##### GIVEN DATA #####

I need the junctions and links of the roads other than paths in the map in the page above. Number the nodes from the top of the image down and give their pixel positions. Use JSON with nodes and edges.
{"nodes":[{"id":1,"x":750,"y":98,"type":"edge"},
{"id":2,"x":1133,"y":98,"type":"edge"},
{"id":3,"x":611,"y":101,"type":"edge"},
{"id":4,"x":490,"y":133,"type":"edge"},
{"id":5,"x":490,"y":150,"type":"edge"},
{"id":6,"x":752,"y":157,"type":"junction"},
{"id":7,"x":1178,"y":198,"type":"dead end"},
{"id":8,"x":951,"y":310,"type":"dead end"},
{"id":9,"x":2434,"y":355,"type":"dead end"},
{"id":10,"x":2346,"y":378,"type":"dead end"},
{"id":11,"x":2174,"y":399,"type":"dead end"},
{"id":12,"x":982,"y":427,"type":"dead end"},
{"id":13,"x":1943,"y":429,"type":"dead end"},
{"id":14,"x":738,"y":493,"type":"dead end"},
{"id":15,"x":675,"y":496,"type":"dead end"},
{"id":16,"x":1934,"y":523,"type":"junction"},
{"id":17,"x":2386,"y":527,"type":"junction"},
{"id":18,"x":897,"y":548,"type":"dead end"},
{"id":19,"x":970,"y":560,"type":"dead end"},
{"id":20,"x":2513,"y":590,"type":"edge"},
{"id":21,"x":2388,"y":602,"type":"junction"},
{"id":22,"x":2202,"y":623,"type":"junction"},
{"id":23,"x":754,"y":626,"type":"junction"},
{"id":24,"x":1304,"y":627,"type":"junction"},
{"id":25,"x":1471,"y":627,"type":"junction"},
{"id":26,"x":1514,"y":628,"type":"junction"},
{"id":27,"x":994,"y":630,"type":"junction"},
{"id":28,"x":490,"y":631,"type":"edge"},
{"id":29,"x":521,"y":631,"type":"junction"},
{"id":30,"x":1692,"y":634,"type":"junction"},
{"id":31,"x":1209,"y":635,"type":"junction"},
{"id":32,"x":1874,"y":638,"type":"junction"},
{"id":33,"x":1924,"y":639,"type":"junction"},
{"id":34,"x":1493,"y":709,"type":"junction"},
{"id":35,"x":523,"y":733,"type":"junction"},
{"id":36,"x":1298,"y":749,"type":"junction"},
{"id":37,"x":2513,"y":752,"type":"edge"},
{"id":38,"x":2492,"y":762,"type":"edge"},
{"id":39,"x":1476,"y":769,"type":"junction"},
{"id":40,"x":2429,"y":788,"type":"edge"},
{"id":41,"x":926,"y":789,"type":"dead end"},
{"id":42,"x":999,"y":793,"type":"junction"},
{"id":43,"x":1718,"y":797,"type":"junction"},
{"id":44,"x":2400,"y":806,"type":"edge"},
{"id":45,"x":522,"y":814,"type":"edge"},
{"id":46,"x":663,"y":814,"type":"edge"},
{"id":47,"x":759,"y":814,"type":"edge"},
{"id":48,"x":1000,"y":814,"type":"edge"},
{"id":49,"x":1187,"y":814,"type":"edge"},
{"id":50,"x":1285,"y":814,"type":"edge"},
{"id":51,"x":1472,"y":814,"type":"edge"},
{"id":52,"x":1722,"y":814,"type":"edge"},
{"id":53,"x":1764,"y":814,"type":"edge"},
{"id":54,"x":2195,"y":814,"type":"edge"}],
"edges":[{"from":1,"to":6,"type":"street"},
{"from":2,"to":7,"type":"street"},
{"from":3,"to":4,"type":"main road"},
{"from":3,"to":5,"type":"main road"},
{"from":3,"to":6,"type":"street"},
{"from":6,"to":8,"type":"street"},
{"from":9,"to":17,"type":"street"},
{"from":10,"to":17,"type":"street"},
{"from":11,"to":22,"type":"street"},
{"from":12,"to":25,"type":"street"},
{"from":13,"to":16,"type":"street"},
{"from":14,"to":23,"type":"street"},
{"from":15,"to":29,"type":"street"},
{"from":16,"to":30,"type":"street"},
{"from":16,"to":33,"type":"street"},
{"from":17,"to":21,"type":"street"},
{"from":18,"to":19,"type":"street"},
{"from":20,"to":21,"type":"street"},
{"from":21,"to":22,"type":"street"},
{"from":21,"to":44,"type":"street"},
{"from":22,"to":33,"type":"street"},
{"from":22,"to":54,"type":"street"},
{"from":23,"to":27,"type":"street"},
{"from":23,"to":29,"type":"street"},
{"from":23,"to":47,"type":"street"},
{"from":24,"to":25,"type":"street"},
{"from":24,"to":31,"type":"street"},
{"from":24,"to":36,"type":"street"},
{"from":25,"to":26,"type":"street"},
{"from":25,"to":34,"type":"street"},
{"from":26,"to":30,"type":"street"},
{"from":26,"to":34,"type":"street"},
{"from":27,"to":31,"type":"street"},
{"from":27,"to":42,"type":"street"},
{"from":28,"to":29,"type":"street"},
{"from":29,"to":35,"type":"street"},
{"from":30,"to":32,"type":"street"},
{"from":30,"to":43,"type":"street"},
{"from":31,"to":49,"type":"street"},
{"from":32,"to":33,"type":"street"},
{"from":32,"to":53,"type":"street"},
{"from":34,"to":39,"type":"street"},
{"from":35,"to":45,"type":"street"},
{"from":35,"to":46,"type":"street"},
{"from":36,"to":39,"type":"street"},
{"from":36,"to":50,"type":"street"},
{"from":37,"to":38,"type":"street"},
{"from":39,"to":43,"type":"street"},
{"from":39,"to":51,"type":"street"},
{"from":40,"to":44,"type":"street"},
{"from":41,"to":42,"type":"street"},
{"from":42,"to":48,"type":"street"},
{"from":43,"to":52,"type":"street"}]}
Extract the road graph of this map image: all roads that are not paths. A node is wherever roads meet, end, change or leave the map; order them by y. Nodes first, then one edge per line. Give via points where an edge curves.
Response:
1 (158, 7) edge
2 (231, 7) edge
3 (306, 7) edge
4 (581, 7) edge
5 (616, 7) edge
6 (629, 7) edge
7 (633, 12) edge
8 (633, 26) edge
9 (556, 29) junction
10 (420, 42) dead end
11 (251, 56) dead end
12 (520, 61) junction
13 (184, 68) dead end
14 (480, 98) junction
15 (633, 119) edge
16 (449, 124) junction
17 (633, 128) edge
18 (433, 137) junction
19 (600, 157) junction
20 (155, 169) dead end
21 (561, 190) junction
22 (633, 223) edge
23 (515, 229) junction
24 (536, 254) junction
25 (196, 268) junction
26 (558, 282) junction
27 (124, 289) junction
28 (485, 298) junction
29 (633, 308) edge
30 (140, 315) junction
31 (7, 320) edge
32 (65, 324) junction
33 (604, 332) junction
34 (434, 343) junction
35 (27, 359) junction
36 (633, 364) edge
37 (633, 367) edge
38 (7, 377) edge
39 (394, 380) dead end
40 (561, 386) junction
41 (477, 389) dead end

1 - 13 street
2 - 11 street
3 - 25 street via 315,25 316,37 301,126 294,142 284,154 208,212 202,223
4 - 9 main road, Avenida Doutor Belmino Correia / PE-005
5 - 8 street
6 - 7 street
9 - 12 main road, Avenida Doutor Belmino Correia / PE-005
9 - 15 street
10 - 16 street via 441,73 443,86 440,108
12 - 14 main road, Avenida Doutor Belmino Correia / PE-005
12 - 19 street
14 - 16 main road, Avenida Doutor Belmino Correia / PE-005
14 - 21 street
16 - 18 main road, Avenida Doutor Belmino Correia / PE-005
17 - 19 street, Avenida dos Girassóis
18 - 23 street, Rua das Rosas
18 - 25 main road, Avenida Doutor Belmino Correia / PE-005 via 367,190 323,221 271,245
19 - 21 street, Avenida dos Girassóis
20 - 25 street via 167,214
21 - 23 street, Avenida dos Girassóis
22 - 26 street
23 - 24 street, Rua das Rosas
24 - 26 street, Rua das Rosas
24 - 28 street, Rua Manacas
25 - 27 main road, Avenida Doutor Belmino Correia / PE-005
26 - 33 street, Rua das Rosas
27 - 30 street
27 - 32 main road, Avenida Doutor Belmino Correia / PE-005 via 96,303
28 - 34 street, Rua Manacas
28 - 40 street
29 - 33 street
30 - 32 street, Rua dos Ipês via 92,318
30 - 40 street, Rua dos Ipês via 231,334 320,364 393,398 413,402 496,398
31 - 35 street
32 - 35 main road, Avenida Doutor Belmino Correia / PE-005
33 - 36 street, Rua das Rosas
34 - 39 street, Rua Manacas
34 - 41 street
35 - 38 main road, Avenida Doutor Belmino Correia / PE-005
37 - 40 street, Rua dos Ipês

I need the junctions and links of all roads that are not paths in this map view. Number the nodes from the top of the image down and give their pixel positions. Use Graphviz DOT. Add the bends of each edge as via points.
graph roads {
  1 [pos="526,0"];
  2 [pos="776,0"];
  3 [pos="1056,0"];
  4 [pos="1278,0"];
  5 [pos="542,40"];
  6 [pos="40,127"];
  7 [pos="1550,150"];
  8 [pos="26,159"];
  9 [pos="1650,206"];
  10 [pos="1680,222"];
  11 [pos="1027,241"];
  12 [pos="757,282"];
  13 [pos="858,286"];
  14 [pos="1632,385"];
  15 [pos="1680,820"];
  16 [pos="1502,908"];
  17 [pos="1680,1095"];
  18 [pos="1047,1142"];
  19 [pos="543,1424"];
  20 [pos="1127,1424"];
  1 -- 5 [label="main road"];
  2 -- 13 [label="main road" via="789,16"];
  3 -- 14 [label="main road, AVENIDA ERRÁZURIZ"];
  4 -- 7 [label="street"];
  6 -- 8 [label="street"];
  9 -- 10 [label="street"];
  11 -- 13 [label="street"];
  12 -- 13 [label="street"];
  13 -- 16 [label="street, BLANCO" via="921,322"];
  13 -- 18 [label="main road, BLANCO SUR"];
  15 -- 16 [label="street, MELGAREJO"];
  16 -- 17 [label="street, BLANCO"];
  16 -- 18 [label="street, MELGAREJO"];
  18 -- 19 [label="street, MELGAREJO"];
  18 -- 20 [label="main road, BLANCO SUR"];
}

#####

What number of lines in the data above include the string "Manacas"? Answer with that number only.

3